Here Are the 5 Most Eye-Opening Bits From Kamala Harris’s Scathing New Book Excerpt

 

(AP Photo/Jacquelyn Martin, File)

Kamala Harris is pulling no punches in her upcoming memoir 107 Days, with a first-look excerpt published Wednesday by The Atlantic that gives a scathing and highly personal insider account of former President Joe Biden’s ill-fated 2024 election ambitions and her own scramble to win.

The former vice president, who became the Democratic nominee after Biden dropped out just 107 days before the 2024 election, delivered her sharpest critique yet, pulling back the curtain on the tense culture inside the White House, Biden’s faltering debate performance, and the cold shoulder Harris says she received from his team.

Here are five of the most eye-opening revelations from the release:

1. Joe and Jill Biden Pushed 2024 Gamble

Joe and Jill Biden were effectively steering the Democratic Party into the 2024 election, insisting that he be the nominee and, Harris argued, the rest of the party followed in a trance.

“It’s Joe and Jill’s decision.” We all said that, like a mantra, as if we’d all been hypnotized. Was it grace, or was it recklessness? In retrospect, I think it was recklessness. The stakes were simply too high. This wasn’t a choice that should have been left to an individual’s ego, an individual’s ambition. It should have been more than a personal decision.

2. Harris Fumes Biden Barely Mentioned Her in His Oval Office Exit Speech

Even after Biden relented and announced he would not seek reelection, Harris fumes the president offered her a little more than an afterthought.

In his highly anticipated Oval Office address, meant to steady Democrats and signal a seamless handoff to his vice president, Harris recalls that Biden went nearly the entire speech without naming her. For the woman about to lead the ticket, the nod landed more like a snub than a passing of the torch.

It was just after 5 p.m. in Houston, and the president would be addressing the nation from the Oval Office later that evening.

I watched it at the hotel that night. It was a good speech, drawing on the history of the presidency to locate his own place within it. But as my staff later pointed out, it was almost nine minutes into the 11-minute address before he mentioned me.

“I want to thank our great vice president, Kamala Harris. She is experienced, she’s tough, she’s capable. She’s been an incredible partner to me and leader for our country.”

And that was it.

3. Harris Defends Biden’s Debate Fumble as Exhaustion, Not Cognitive Decline

Harris pushes back on one of the most damaging narratives of the 2024 race: that Biden’s disastrous debate performance against Trump was evidence of cognitive decline.

Instead, holding the line pushed by the White House at the time, she chalks it up to sheer exhaustion from a punishing schedule that would have tested anyone, she argues, let alone an 81-year-old president.

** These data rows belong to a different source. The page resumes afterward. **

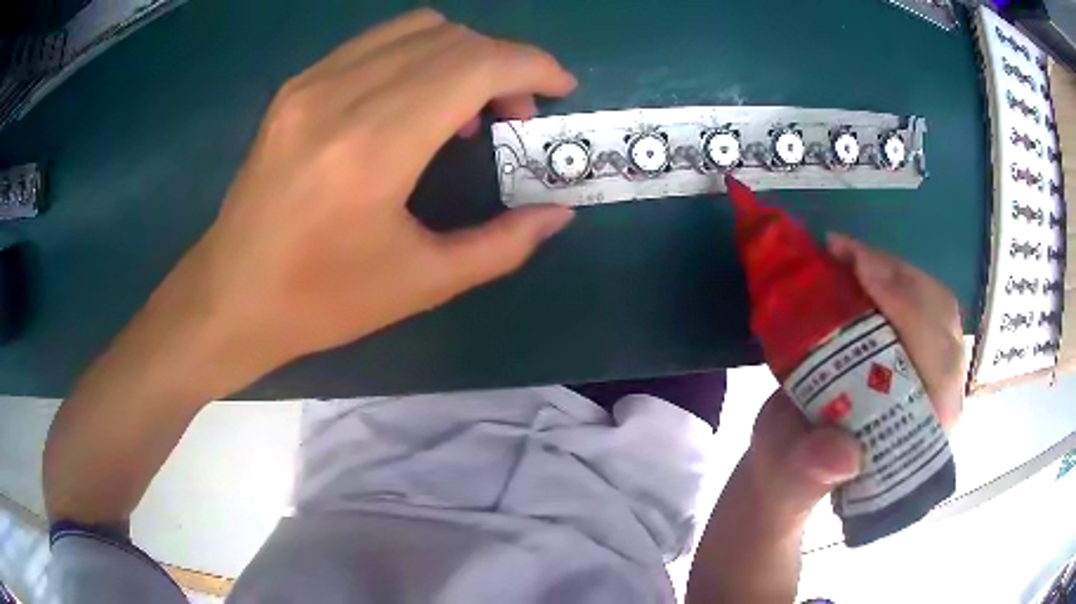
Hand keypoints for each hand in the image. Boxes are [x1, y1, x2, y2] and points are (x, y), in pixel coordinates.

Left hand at [168, 9, 576, 394]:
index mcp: (374, 147)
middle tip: (513, 113)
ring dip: (461, 54)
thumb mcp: (421, 284)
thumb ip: (502, 245)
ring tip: (468, 105)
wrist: (230, 296)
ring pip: (415, 28)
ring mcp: (311, 83)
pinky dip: (418, 55)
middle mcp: (340, 96)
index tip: (560, 89)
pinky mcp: (295, 86)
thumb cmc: (320, 301)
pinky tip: (416, 100)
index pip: (474, 64)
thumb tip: (557, 214)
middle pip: (451, 38)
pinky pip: (376, 42)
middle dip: (504, 63)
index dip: (532, 65)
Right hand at [688, 234, 963, 602]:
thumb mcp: (790, 480)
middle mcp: (935, 399)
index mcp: (919, 438)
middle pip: (941, 324)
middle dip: (900, 281)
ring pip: (931, 304)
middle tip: (846, 254)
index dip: (912, 316)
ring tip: (842, 253)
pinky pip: (914, 299)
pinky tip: (850, 261)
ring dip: (891, 270)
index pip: (940, 368)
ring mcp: (926, 369)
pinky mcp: (910, 348)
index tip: (864, 275)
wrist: (787, 459)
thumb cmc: (791, 475)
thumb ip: (812, 473)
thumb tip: (844, 456)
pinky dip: (883, 273)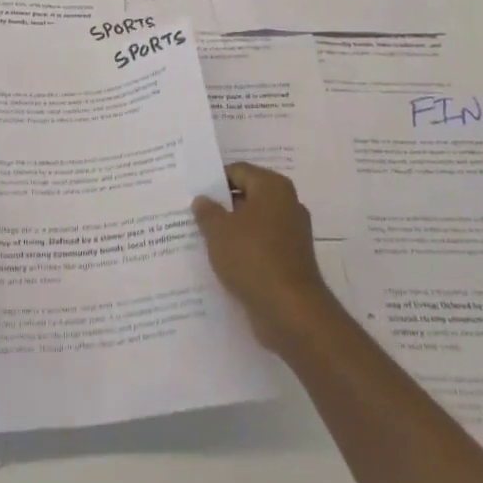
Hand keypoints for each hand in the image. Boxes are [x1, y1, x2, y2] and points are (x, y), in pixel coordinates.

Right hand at [193, 162, 341, 355]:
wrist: (290, 312)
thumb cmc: (252, 258)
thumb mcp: (218, 230)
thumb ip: (207, 211)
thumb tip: (203, 200)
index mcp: (273, 187)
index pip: (237, 171)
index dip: (213, 180)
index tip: (191, 192)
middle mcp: (287, 205)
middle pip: (247, 196)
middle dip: (221, 206)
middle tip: (192, 214)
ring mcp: (292, 234)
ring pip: (253, 224)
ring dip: (230, 231)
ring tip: (201, 239)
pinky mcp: (290, 261)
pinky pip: (260, 247)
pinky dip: (243, 251)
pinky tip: (220, 262)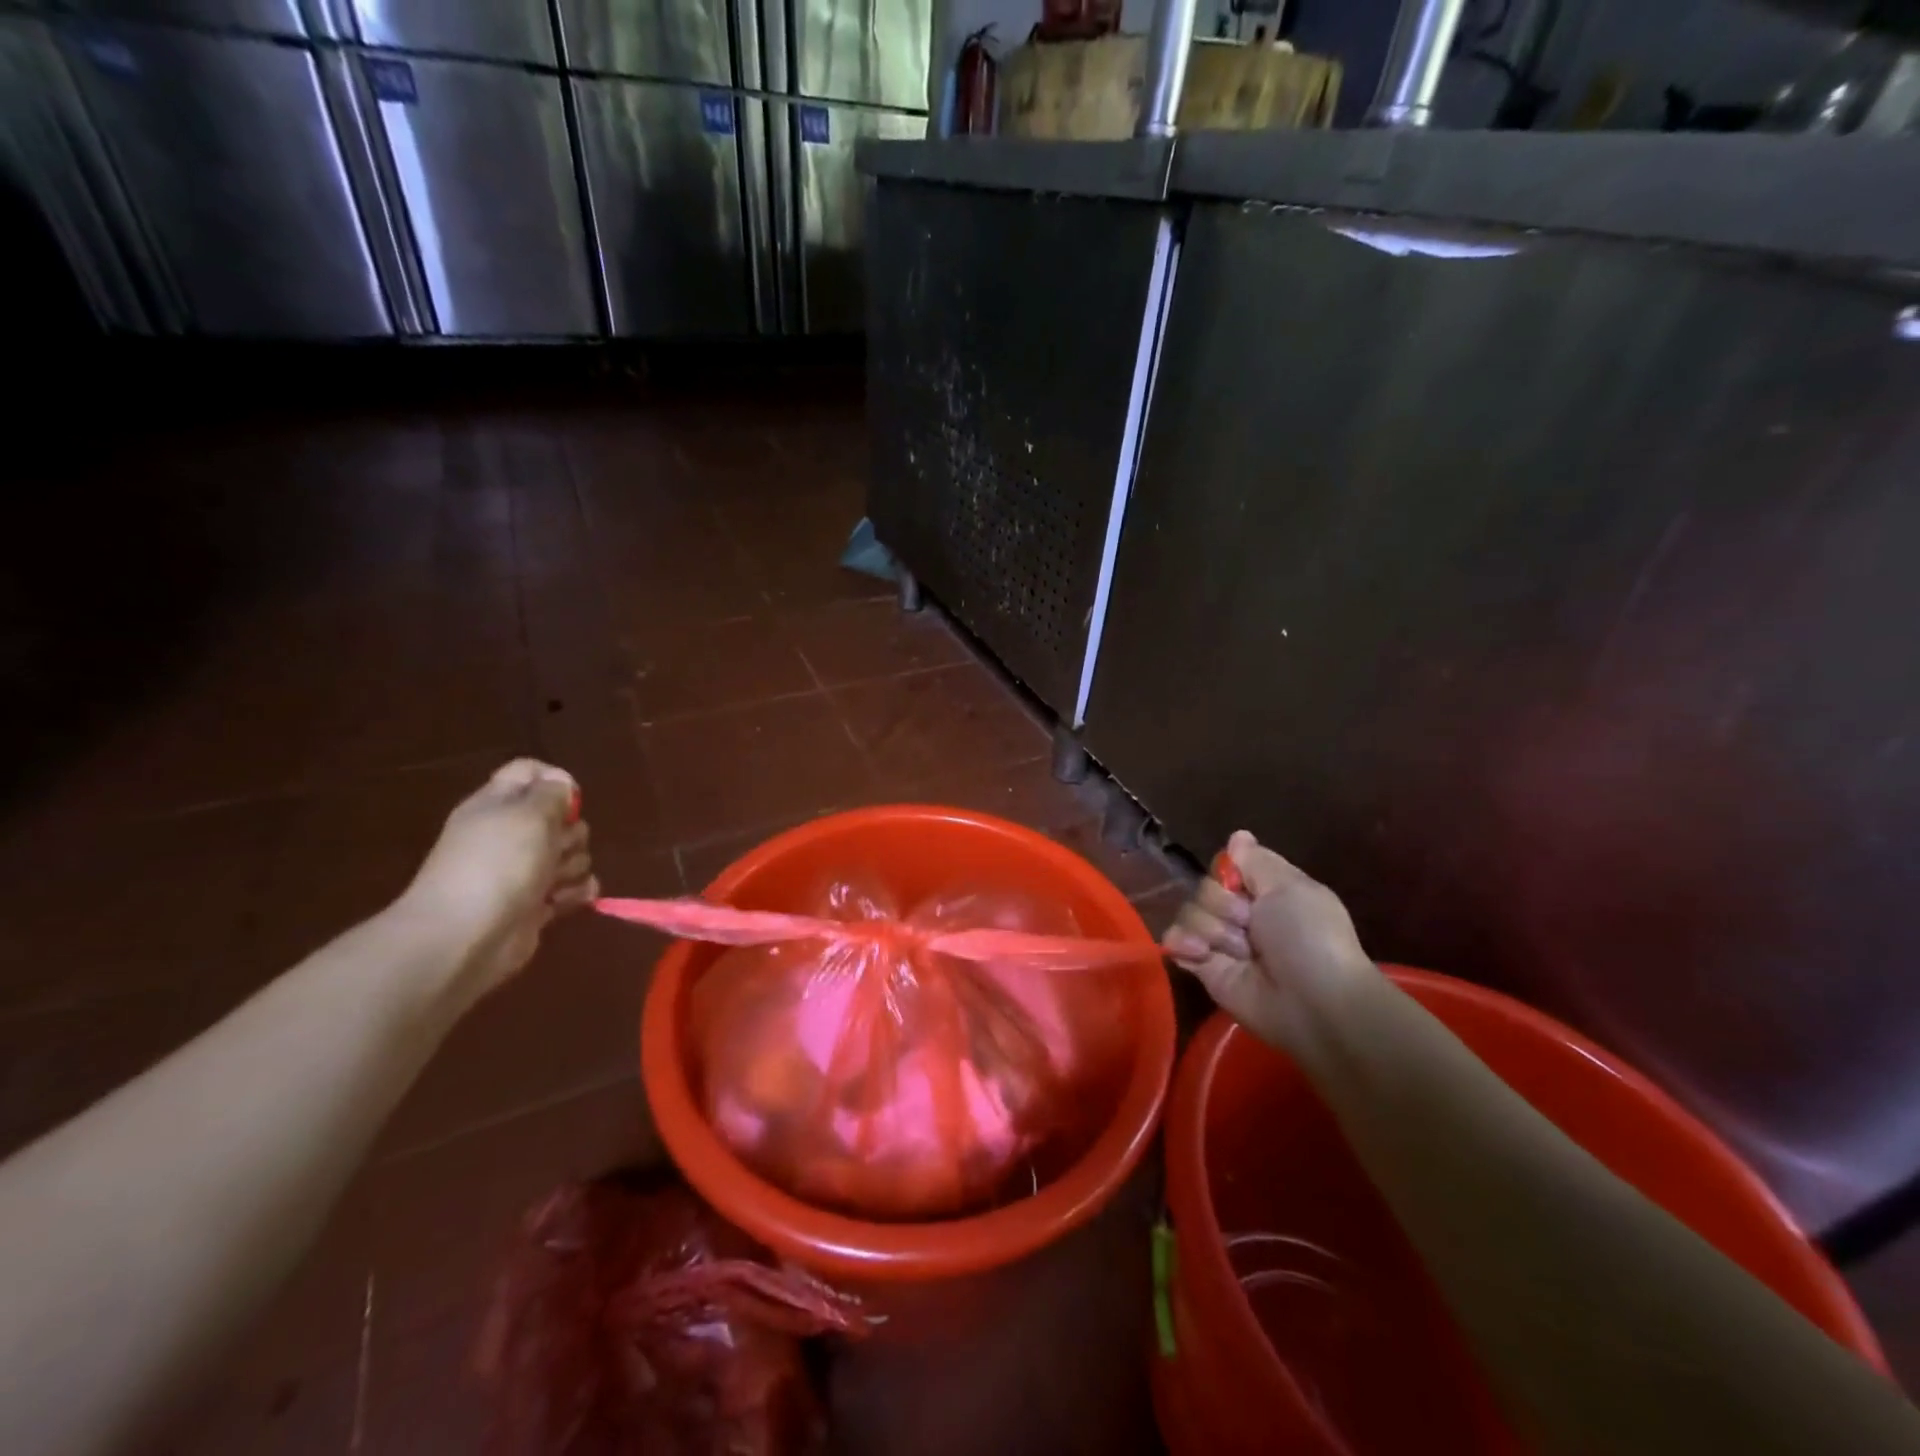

Many people want to spin up a narrative of some big conspiracy at the White House to hide Joe Biden’s infirmity. Here is the truth as I lived it. Joe Biden was a smart guy with long experience and deep conviction, able to discharge the duties of president. On his worst day, he was more deeply knowledgeable, more capable of exercising judgment, and far more compassionate than Donald Trump on his best.

But at 81, Joe got tired. That’s when his age showed in physical and verbal stumbles. I don’t think it’s any surprise that the debate debacle happened right after two back-to-back trips to Europe and a flight to the West Coast for a Hollywood fundraiser. I don’t believe it was incapacity. If I believed that, I would have said so. As loyal as I am to President Biden, I am more loyal to my country.

4. Harris Felt She Couldn’t Tell Biden to Drop Out – She Feared Doing So Would Appear ‘Self-Serving’

Harris admits she never urged Biden to abandon his reelection bid, even as doubts about his age and stamina mounted. The politics of the moment, she says, made it impossible. As his vice president, any suggestion that he step aside would look like a power grab.

During all those months of growing panic, should I have told Joe to consider not running? Perhaps. But the American people had chosen him before in the same matchup. Maybe he was right to believe that they would do so again.

And of all the people in the White House, I was in the worst position to make the case that he should drop out. I knew it would come off to him as incredibly self-serving if I advised him not to run. He would see it as naked ambition, perhaps as poisonous disloyalty, even if my only message was: Don’t let the other guy win.

5. Harris Claims Biden’s White House Deliberately Fuelled Media Attacks Against Her

Harris doesn’t just say the West Wing failed to defend her, she accuses Biden’s team of actively feeding the negative narratives that dogged her tenure.

She recalls being hammered by Fox News and right-wing outlets over everything from her laugh to her dating history, only to watch the White House stand aside. Likewise, she accused Biden’s team of refusing to promote her successes.

When Fox News attacked me on everything from my laugh, to my tone of voice, to whom I’d dated in my 20s, or claimed I was a “DEI hire,” the White House rarely pushed back with my actual résumé: two terms elected D.A., top cop in the second-largest department of justice in the United States, senator representing one in eight Americans.

[During one visit to France] I said “the Plan” with exaggerated emphasis and air quotes. Fox News, the New York Post, and Newsmax went wild, claiming I’d faked a French accent. This was total nonsense, but the White House seemed glad to let reporting about my “gaffe” overwhelm the significant thaw in foreign relations I’d achieved.

Worse, I often learned that the president’s staff was adding fuel to negative narratives that sprang up around me. One narrative that took a stubborn hold was that I had a “chaotic” office and unusually high staff turnover during my first year.

[…] And when the stories were unfair or inaccurate, the president’s inner circle seemed fine with it. Indeed, it seemed as if they decided I should be knocked down a little bit more.

107 Days, published by Simon & Schuster, will hit bookshelves on Sept. 23, 2025.